Après un passage réussi au Portugal et en Italie, Jordan Bardella, la figure de proue du Rassemblement national (RN), se rend à Bruxelles pour rencontrer ses collègues flamands d'extrême droite. Ce déplacement, qui a lieu juste avant l'élection présidentielle de 2027, vise à solidifier ses alliances au sein de l'échiquier politique européen.
Dans le cadre de cet événement, Bardella prononcera un discours à 20H00 (18H00 GMT) au sein du Parlement flamand, une invitation émise par le Vlaams Belang, un parti belge connu pour ses positions anti-immigration et son désir d'indépendance pour la Flandre. Ce rendez-vous est considéré comme "exceptionnel" par le Vlaams Belang, qui estime que Bardella est aujourd'hui l'un des responsables politiques les plus influents du continent.

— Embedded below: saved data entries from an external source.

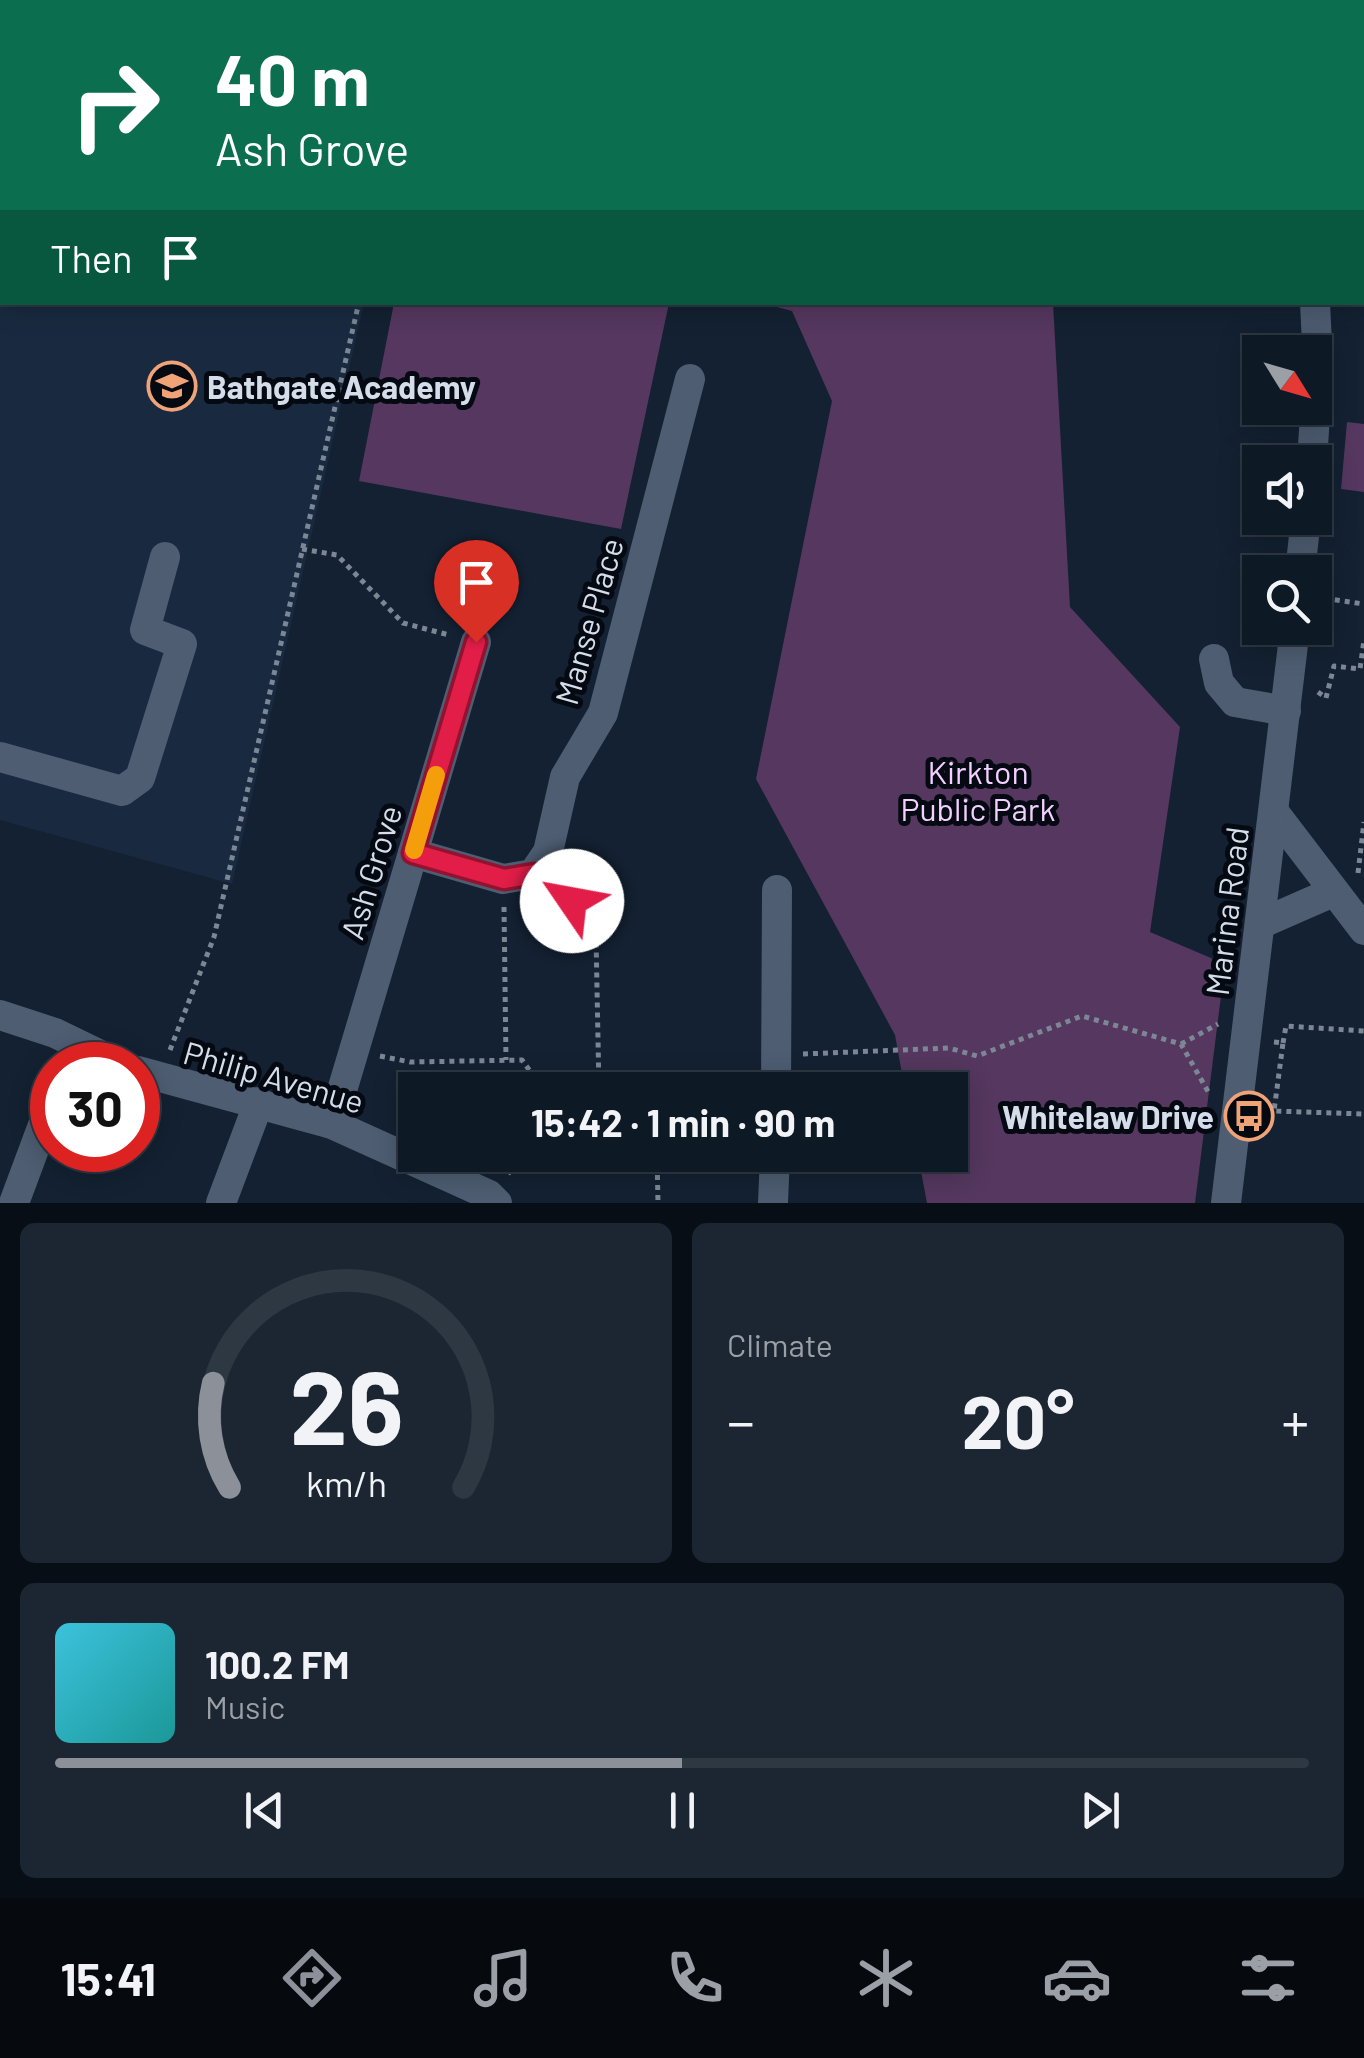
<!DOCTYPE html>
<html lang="en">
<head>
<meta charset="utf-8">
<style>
	:root { --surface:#0e1926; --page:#1c2632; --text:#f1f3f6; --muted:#9ba0a7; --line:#2e3843; --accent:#8c9099 }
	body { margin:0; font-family:Barlow,sans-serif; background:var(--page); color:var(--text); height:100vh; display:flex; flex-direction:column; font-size:38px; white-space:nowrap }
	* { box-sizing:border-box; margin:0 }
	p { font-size:32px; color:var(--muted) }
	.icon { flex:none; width:55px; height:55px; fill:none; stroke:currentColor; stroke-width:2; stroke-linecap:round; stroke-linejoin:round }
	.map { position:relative; height:1203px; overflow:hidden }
	.panel { display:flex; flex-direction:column; gap:20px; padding:20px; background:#080e15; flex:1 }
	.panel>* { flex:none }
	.top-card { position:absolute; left:0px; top:0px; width:1365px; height:305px; box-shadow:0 5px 25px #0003,0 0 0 2px var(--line); background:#0b6e4f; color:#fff; overflow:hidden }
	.needle { width:65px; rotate:127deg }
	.tools { position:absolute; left:1242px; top:335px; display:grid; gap:20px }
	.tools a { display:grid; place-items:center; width:90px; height:90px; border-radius:0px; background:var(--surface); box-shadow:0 5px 25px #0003,0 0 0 2px var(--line); font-size:50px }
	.speed { position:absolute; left:30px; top:1042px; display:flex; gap:20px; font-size:50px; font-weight:700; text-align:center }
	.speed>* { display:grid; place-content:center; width:130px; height:130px; border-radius:50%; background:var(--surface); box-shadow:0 5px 25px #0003,0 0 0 2px var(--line); line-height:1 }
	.speed .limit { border:15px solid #d22; background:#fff; color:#111 }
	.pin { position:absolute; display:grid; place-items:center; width:85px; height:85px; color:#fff; margin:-102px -42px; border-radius:50% 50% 50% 0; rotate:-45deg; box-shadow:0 0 10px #0007 }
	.pin .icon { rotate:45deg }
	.me { position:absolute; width:110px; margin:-55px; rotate:303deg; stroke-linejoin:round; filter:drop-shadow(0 0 8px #0008) }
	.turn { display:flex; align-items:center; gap:35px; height:210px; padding:0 50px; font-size:45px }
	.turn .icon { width:130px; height:130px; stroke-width:2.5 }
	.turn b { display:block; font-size:70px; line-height:85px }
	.then { display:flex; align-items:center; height:95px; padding:0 50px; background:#0003; gap:20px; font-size:38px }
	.big { font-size:75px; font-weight:700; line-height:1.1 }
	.panel .card { flex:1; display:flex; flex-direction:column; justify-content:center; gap:15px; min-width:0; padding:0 35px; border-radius:15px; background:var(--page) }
	.panel .dial { align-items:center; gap:0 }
	.dial svg { height:260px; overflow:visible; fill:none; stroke:var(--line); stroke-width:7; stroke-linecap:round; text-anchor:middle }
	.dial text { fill:var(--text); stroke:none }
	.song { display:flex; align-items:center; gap:30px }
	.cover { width:120px; height:120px; border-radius:15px; background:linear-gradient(135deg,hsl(190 70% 55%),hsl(180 70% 35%)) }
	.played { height:10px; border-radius:5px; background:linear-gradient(90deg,var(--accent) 50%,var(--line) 50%) }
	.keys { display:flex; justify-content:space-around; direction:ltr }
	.heat { display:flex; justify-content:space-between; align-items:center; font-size:55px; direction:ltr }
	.panel .tiles { flex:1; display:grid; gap:20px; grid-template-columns:1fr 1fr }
	.card:last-child { grid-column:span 2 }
	.trip { position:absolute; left:398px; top:1072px; width:570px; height:100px; border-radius:0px; background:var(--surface); box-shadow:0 5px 25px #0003,0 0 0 2px var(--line); font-weight:700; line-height:100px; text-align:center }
	.tabs { display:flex; height:160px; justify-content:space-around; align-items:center; background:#060a0f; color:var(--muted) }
	.tabs .icon { width:70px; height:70px }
	.tabs .current { color:var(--accent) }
	.tabs b { font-size:45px; color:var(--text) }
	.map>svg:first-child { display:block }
	.built { fill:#192a40 }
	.green { fill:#55375f }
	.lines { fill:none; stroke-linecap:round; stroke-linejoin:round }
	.path { stroke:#7b8795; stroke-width:5; stroke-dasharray:5 5; stroke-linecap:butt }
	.minor { stroke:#4e5d72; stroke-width:30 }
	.route-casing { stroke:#92132f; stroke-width:25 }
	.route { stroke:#e11d48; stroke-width:18 }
	.slow { stroke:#f59e0b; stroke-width:18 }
	.labels { text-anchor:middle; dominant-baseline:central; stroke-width:10; stroke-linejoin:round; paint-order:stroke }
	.poi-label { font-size:32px; font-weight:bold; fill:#d4dde9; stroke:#050a12; text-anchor:start }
	.street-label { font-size:32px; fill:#d4dde9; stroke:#050a12 }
	.park-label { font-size:32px; fill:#f3d0ff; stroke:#050a12 }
</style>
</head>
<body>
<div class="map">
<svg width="1364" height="1203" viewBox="0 0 1364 1203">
	<rect width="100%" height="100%" fill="#132132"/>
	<!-- built -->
	<polygon class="built" points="0,41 2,302 364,303 232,884 0,820"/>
	<!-- green -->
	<g class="green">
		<polygon points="0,0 819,0 820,2 2,2 2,42"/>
		<polygon points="394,303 669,303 621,529 359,481"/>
		<polygon points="762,303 1053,303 1070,607 1180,727 1150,932 1225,964 1195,1203 927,1203 918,1155 950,1155 950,1090 905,1090 895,1035 756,779 832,401 792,311"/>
		<polygon points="1347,422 1364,424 1364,492 1341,489"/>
	</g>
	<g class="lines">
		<!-- path -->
		<g class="path">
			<polyline points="143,0 145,2"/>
			<polyline points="346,0 347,2"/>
			<polyline points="536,2 537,0"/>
			<polyline points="302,549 337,555 403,623 449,635"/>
			<polyline points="1315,597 1364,604"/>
			<polyline points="1318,692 1326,698 1334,666 1360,669 1364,640"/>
			<polyline points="1358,873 1364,822"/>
			<polyline points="504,907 506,1060"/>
			<polyline points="588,925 596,937 599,1090"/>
			<polyline points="1274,1042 1283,1043 1274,1111 1364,1114"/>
			<polyline points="1283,1043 1286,1026 1364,1031"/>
			<polyline points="1181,1044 1218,1024"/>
			<polyline points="170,1050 214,937 359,302"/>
			<polyline points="803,1054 949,1048 977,1056 1082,1016 1181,1044 1210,1095"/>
			<polyline points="380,1056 410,1062 522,1060 535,1078 535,1090"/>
			<polyline points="657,1155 658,1203"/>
			<polyline points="508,1174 524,1155"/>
		</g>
		<!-- minor -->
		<g class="minor">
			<polyline points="848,0 850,2"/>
			<polyline points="1114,0 1115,2"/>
			<polyline points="1362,91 1364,90"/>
			<polyline points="1312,462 1318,366 1315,302"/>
			<polyline points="1300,572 1306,518"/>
			<polyline points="1214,659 1219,683 1235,702 1286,711"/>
			<polyline points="0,757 122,791 140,778 182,644 145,630 165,557"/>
			<polyline points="1274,812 1364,930"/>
			<polyline points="413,853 503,879 533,874 548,852 565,777 603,713 690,379"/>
			<polyline points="533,874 572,901"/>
			<polyline points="1260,924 1333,892"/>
			<polyline points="0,1015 55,1033 121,1065"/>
			<polyline points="138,1071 332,1124 489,1195 497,1203"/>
			<polyline points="776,1090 777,890"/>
			<polyline points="332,1124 476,642"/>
			<polyline points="14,1203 52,1101"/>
			<polyline points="221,1203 259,1102"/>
			<polyline points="773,1203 775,1155"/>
			<polyline points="1226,1203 1295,628"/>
		</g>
	</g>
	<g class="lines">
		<!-- route casing -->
		<g class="route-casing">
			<polyline id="route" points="476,642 413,853 504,879 534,874 572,901"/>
		</g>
		<!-- route -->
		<use href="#route" class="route"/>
		<!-- slow -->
		<polyline class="slow" points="414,850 436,775"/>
	</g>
	<!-- icons -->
	<defs>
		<g id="school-ring" transform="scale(2.5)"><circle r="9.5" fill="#050a12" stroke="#efa377" stroke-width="1.5"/><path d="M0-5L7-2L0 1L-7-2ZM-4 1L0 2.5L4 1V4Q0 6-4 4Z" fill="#efa377"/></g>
		<g id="bus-ring" transform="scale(2.5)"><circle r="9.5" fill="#050a12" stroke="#efa377" stroke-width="1.5"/><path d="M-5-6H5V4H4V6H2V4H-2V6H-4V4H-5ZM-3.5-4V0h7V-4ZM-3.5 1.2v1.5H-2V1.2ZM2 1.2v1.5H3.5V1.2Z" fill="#efa377"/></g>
	</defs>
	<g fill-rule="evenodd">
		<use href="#school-ring" x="172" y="386"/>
		<use href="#bus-ring" x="1249" y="1116"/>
	</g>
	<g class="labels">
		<!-- poi labels -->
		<g class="poi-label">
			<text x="207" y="386">Bathgate Academy</text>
			<text x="1214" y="1116" text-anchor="end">Whitelaw Drive</text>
		</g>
		<!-- street labels -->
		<g class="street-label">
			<text transform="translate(588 621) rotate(-74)">Manse Place</text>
			<text transform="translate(370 872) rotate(-73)">Ash Grove</text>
			<text transform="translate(1226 911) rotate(-83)">Marina Road</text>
			<text transform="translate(274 1076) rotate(16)">Philip Avenue</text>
		</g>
		<!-- park labels -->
		<g class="park-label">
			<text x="978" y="771">Kirkton<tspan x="978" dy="37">Public Park</tspan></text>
		</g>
	</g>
</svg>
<div class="tools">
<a><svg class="needle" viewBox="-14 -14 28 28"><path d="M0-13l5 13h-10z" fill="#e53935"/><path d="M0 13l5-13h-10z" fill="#9ba0a7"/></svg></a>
<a><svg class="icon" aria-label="sound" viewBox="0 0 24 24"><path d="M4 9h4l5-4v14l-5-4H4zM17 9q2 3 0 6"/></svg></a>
<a><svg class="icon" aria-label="search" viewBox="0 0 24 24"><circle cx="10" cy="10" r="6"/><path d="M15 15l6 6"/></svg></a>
</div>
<div class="speed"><div class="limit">30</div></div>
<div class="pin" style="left:476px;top:642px;background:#d93025"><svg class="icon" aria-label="arrive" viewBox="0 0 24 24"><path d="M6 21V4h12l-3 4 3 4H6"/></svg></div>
<svg class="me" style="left:572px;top:901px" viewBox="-20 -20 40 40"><circle r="19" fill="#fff"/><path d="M0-13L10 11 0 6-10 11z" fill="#e11d48"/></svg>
<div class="trip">15:42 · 1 min · 90 m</div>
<div class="top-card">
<div class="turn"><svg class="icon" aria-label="right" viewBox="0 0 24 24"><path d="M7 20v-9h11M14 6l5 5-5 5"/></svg><div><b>40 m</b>Ash Grove</div></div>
<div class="then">Then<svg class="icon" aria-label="arrive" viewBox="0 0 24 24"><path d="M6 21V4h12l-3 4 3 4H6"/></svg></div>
</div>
</div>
<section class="panel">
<div class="tiles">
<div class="card dial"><svg viewBox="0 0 100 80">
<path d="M14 69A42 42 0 1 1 86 69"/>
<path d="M14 69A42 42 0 0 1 9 37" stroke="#8c9099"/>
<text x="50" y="56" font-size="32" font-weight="700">26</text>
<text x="50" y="72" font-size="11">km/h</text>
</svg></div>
<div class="card"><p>Climate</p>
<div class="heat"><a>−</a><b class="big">20°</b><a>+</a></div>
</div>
<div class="card">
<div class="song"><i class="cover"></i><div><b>100.2 FM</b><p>Music</p></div></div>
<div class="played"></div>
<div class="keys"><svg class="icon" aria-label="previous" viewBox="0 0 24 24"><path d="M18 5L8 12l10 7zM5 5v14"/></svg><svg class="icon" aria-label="pause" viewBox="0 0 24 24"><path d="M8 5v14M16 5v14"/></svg><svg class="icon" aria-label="next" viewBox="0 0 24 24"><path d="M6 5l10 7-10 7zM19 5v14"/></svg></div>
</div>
</div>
</section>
<nav class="tabs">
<b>15:41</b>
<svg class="icon current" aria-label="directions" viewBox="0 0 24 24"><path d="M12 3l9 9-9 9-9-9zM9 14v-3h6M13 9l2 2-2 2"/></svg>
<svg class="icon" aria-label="music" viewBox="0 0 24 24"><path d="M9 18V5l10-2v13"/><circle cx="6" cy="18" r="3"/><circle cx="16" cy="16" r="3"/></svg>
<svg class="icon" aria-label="phone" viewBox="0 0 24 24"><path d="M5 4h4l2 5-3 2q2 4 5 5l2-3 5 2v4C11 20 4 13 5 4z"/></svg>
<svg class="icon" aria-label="climate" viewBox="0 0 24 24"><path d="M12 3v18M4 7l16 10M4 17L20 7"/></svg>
<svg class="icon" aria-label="car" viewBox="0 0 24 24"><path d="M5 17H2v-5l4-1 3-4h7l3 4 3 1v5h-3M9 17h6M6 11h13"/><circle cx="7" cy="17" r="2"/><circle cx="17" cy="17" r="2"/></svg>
<svg class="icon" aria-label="filters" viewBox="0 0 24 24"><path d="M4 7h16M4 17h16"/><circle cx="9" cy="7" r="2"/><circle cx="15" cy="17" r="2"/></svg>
</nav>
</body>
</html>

Pour le RN, cette rencontre représente une opportunité de renforcer des relations avec des partis européens qui partagent des idéologies similaires. Selon Fabrice Leggeri, eurodéputé du RN, c'est un événement crucial pour que Bardella puisse "présenter son projet et son impact sur l'Europe". Au cours des derniers mois, sa présence s'est accentuée dans divers pays, comme à Porto aux côtés d'André Ventura, leader de l'extrême droite portugaise, et à Milan avec Matteo Salvini, vice-Premier ministre italien.
Alors qu'il élargit ses horizons, Bardella a soigneusement évité de participer à un meeting à Budapest avant la défaite d'Orban aux élections hongroises, où Marine Le Pen était également présente. À Bruxelles, il se retrouvera en compagnie de Tom Van Grieken, le dirigeant du Vlaams Belang, pour une conférence de presse prévue à 15H00, précédant son discours du soir.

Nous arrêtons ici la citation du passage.